Items from a data source:
Start of Block
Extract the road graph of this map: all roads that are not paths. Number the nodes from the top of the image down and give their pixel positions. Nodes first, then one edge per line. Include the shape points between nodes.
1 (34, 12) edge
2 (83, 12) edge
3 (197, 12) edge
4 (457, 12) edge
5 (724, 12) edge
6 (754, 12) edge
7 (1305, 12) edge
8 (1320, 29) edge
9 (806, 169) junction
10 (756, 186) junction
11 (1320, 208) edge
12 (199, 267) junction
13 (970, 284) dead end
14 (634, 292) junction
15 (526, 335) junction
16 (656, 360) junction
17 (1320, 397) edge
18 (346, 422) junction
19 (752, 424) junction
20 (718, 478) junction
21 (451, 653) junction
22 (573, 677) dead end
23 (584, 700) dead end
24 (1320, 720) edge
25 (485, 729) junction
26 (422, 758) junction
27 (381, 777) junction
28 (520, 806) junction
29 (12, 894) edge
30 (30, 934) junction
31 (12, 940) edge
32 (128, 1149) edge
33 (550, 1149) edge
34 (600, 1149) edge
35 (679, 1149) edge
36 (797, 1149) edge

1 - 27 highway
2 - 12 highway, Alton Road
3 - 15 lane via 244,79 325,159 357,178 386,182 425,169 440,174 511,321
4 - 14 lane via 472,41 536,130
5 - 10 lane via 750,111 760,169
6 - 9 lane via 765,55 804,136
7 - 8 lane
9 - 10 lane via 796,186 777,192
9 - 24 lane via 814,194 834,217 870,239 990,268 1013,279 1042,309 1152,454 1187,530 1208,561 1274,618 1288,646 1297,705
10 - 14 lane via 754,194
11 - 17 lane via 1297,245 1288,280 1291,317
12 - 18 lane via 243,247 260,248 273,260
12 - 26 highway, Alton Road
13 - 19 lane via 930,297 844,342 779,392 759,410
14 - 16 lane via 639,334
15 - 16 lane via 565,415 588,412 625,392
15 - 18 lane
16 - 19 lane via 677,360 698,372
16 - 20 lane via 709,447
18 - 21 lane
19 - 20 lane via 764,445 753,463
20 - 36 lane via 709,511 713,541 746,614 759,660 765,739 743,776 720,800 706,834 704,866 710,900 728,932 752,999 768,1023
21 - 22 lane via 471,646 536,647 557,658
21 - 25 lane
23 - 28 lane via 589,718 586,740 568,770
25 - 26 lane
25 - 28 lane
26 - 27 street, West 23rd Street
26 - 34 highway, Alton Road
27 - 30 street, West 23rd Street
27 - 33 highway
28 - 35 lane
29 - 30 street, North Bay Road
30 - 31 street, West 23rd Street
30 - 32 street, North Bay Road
End of Block
**Problem description:**
Every line above should be printed again exactly as it stands.

**Answer space:**
Extract the road graph of this map: all roads that are not paths. Number the nodes from the top of the image down and give their pixel positions. Nodes first, then one edge per line. Include the shape points between nodes.
1 (34, 12) edge
2 (83, 12) edge
3 (197, 12) edge
4 (457, 12) edge
5 (724, 12) edge
6 (754, 12) edge
7 (1305, 12) edge
8 (1320, 29) edge
9 (806, 169) junction
10 (756, 186) junction
11 (1320, 208) edge
12 (199, 267) junction
13 (970, 284) dead end
14 (634, 292) junction
15 (526, 335) junction
16 (656, 360) junction
17 (1320, 397) edge
18 (346, 422) junction
19 (752, 424) junction
20 (718, 478) junction
21 (451, 653) junction
22 (573, 677) dead end
23 (584, 700) dead end
24 (1320, 720) edge
25 (485, 729) junction
26 (422, 758) junction
27 (381, 777) junction
28 (520, 806) junction
29 (12, 894) edge
30 (30, 934) junction
31 (12, 940) edge
32 (128, 1149) edge
33 (550, 1149) edge
34 (600, 1149) edge
35 (679, 1149) edge
36 (797, 1149) edge

1 - 27 highway
2 - 12 highway, Alton Road
3 - 15 lane via 244,79 325,159 357,178 386,182 425,169 440,174 511,321
4 - 14 lane via 472,41 536,130
5 - 10 lane via 750,111 760,169
6 - 9 lane via 765,55 804,136
7 - 8 lane
9 - 10 lane via 796,186 777,192
9 - 24 lane via 814,194 834,217 870,239 990,268 1013,279 1042,309 1152,454 1187,530 1208,561 1274,618 1288,646 1297,705
10 - 14 lane via 754,194
11 - 17 lane via 1297,245 1288,280 1291,317
12 - 18 lane via 243,247 260,248 273,260
12 - 26 highway, Alton Road
13 - 19 lane via 930,297 844,342 779,392 759,410
14 - 16 lane via 639,334
15 - 16 lane via 565,415 588,412 625,392
15 - 18 lane
16 - 19 lane via 677,360 698,372
16 - 20 lane via 709,447
18 - 21 lane
19 - 20 lane via 764,445 753,463
20 - 36 lane via 709,511 713,541 746,614 759,660 765,739 743,776 720,800 706,834 704,866 710,900 728,932 752,999 768,1023
21 - 22 lane via 471,646 536,647 557,658
21 - 25 lane
23 - 28 lane via 589,718 586,740 568,770
25 - 26 lane
25 - 28 lane
26 - 27 street, West 23rd Street
26 - 34 highway, Alton Road
27 - 30 street, West 23rd Street
27 - 33 highway
28 - 35 lane
29 - 30 street, North Bay Road
30 - 31 street, West 23rd Street
30 - 32 street, North Bay Road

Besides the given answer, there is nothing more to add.